Instructions for the task ->
Your task is to print all of the entries exactly, though the pictures should not be included.
--- Data for review Enclosed Below ---
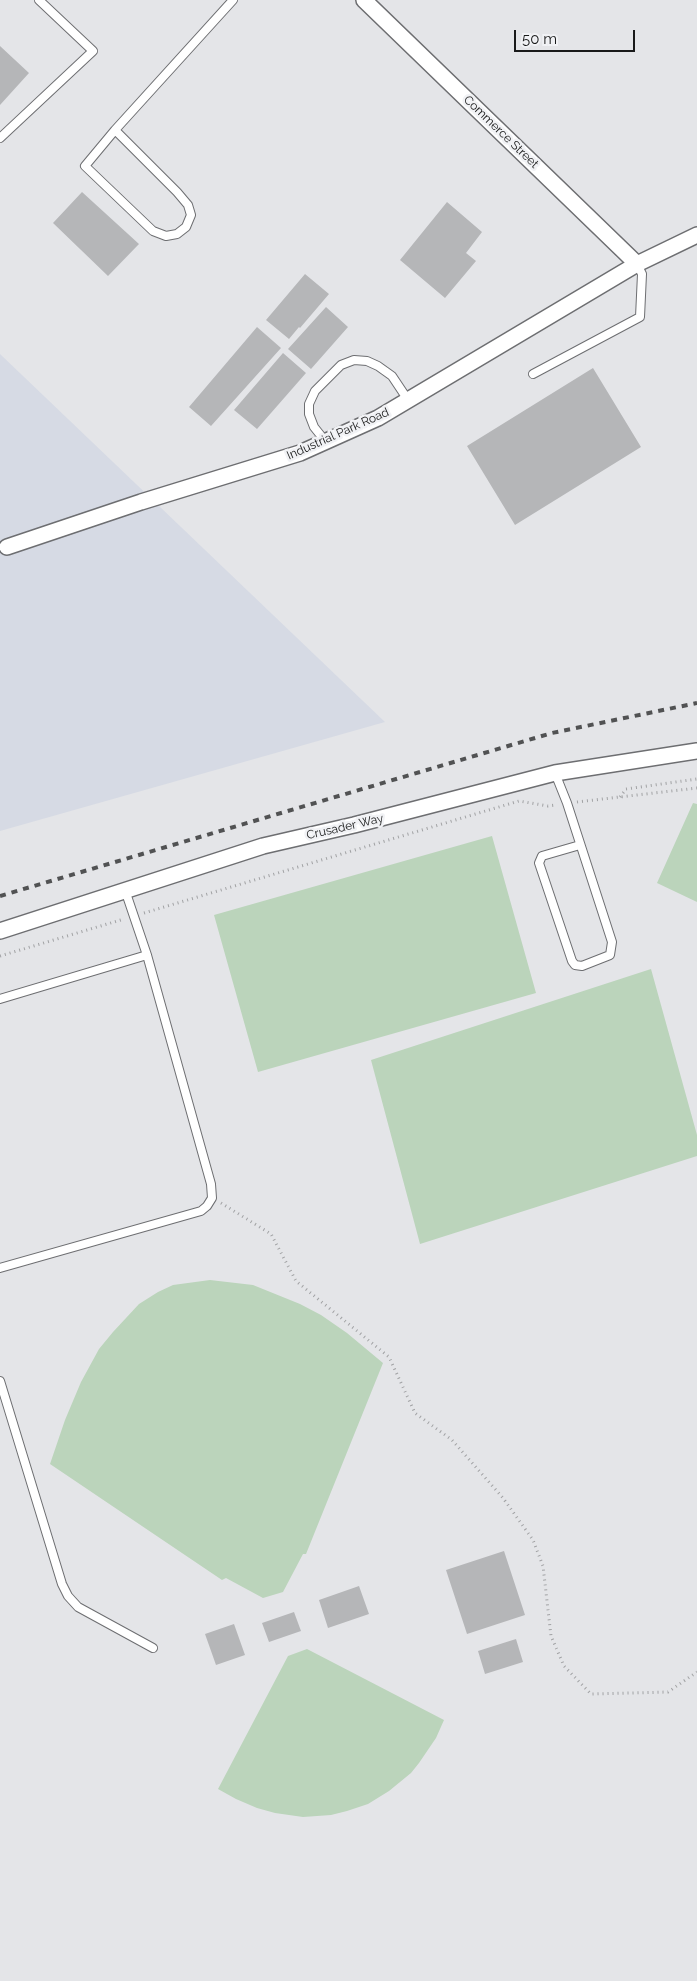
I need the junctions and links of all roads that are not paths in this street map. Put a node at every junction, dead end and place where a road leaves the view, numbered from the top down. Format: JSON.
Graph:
{"nodes":[{"id":1,"x":39,"y":0,"type":"edge"},
{"id":2,"x":234,"y":0,"type":"edge"},
{"id":3,"x":364,"y":0,"type":"edge"},
{"id":4,"x":115,"y":130,"type":"junction"},
{"id":5,"x":0,"y":138,"type":"edge"},
{"id":6,"x":696,"y":238,"type":"edge"},
{"id":7,"x":638,"y":264,"type":"junction"},
{"id":8,"x":533,"y":374,"type":"dead end"},
{"id":9,"x":408,"y":400,"type":"junction"},
{"id":10,"x":326,"y":442,"type":"junction"},
{"id":11,"x":3,"y":548,"type":"edge"},
{"id":12,"x":697,"y":752,"type":"edge"},
{"id":13,"x":555,"y":773,"type":"junction"},
{"id":14,"x":580,"y":845,"type":"junction"},
{"id":15,"x":125,"y":890,"type":"junction"},
{"id":16,"x":0,"y":931,"type":"edge"},
{"id":17,"x":146,"y":955,"type":"junction"},
{"id":18,"x":0,"y":999,"type":"edge"},
{"id":19,"x":0,"y":1268,"type":"edge"},
{"id":20,"x":0,"y":1381,"type":"edge"},
{"id":21,"x":153,"y":1648,"type":"dead end"}],
"edges":[{"from":1,"to":5,"type":"lane"},
{"from":2,"to":4,"type":"lane"},
{"from":3,"to":7,"type":"street","name":"Commerce Street"},
{"from":4,"to":4,"type":"lane"},
{"from":6,"to":7,"type":"street","name":"Industrial Park Road"},
{"from":7,"to":8,"type":"lane"},
{"from":7,"to":9,"type":"street","name":"Industrial Park Road"},
{"from":9,"to":10,"type":"street","name":"Industrial Park Road"},
{"from":9,"to":10,"type":"lane"},
{"from":10,"to":11,"type":"street","name":"Industrial Park Road"},
{"from":12,"to":13,"type":"street","name":"Crusader Way"},
{"from":13,"to":14,"type":"lane"},
{"from":13,"to":15,"type":"street","name":"Crusader Way"},
{"from":14,"to":14,"type":"lane"},
{"from":15,"to":16,"type":"street","name":"Crusader Way"},
{"from":15,"to":17,"type":"lane"},
{"from":17,"to":18,"type":"lane"},
{"from":17,"to":19,"type":"lane"},
{"from":20,"to":21,"type":"lane"}]}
--- End of Enclosed Data for review ---
Solution to this exercise ->
I need the junctions and links of all roads that are not paths in this street map. Put a node at every junction, dead end and place where a road leaves the view, numbered from the top down. Format: JSON.
Graph:
{"nodes":[{"id":1,"x":39,"y":0,"type":"edge"},
{"id":2,"x":234,"y":0,"type":"edge"},
{"id":3,"x":364,"y":0,"type":"edge"},
{"id":4,"x":115,"y":130,"type":"junction"},
{"id":5,"x":0,"y":138,"type":"edge"},
{"id":6,"x":696,"y":238,"type":"edge"},
{"id":7,"x":638,"y":264,"type":"junction"},
{"id":8,"x":533,"y":374,"type":"dead end"},
{"id":9,"x":408,"y":400,"type":"junction"},
{"id":10,"x":326,"y":442,"type":"junction"},
{"id":11,"x":3,"y":548,"type":"edge"},
{"id":12,"x":697,"y":752,"type":"edge"},
{"id":13,"x":555,"y":773,"type":"junction"},
{"id":14,"x":580,"y":845,"type":"junction"},
{"id":15,"x":125,"y":890,"type":"junction"},
{"id":16,"x":0,"y":931,"type":"edge"},
{"id":17,"x":146,"y":955,"type":"junction"},
{"id":18,"x":0,"y":999,"type":"edge"},
{"id":19,"x":0,"y":1268,"type":"edge"},
{"id":20,"x":0,"y":1381,"type":"edge"},
{"id":21,"x":153,"y":1648,"type":"dead end"}],
"edges":[{"from":1,"to":5,"type":"lane"},
{"from":2,"to":4,"type":"lane"},
{"from":3,"to":7,"type":"street","name":"Commerce Street"},
{"from":4,"to":4,"type":"lane"},
{"from":6,"to":7,"type":"street","name":"Industrial Park Road"},
{"from":7,"to":8,"type":"lane"},
{"from":7,"to":9,"type":"street","name":"Industrial Park Road"},
{"from":9,"to":10,"type":"street","name":"Industrial Park Road"},
{"from":9,"to":10,"type":"lane"},
{"from":10,"to":11,"type":"street","name":"Industrial Park Road"},
{"from":12,"to":13,"type":"street","name":"Crusader Way"},
{"from":13,"to":14,"type":"lane"},
{"from":13,"to":15,"type":"street","name":"Crusader Way"},
{"from":14,"to":14,"type":"lane"},
{"from":15,"to":16,"type":"street","name":"Crusader Way"},
{"from":15,"to":17,"type":"lane"},
{"from":17,"to":18,"type":"lane"},
{"from":17,"to":19,"type":"lane"},
{"from":20,"to":21,"type":"lane"}]}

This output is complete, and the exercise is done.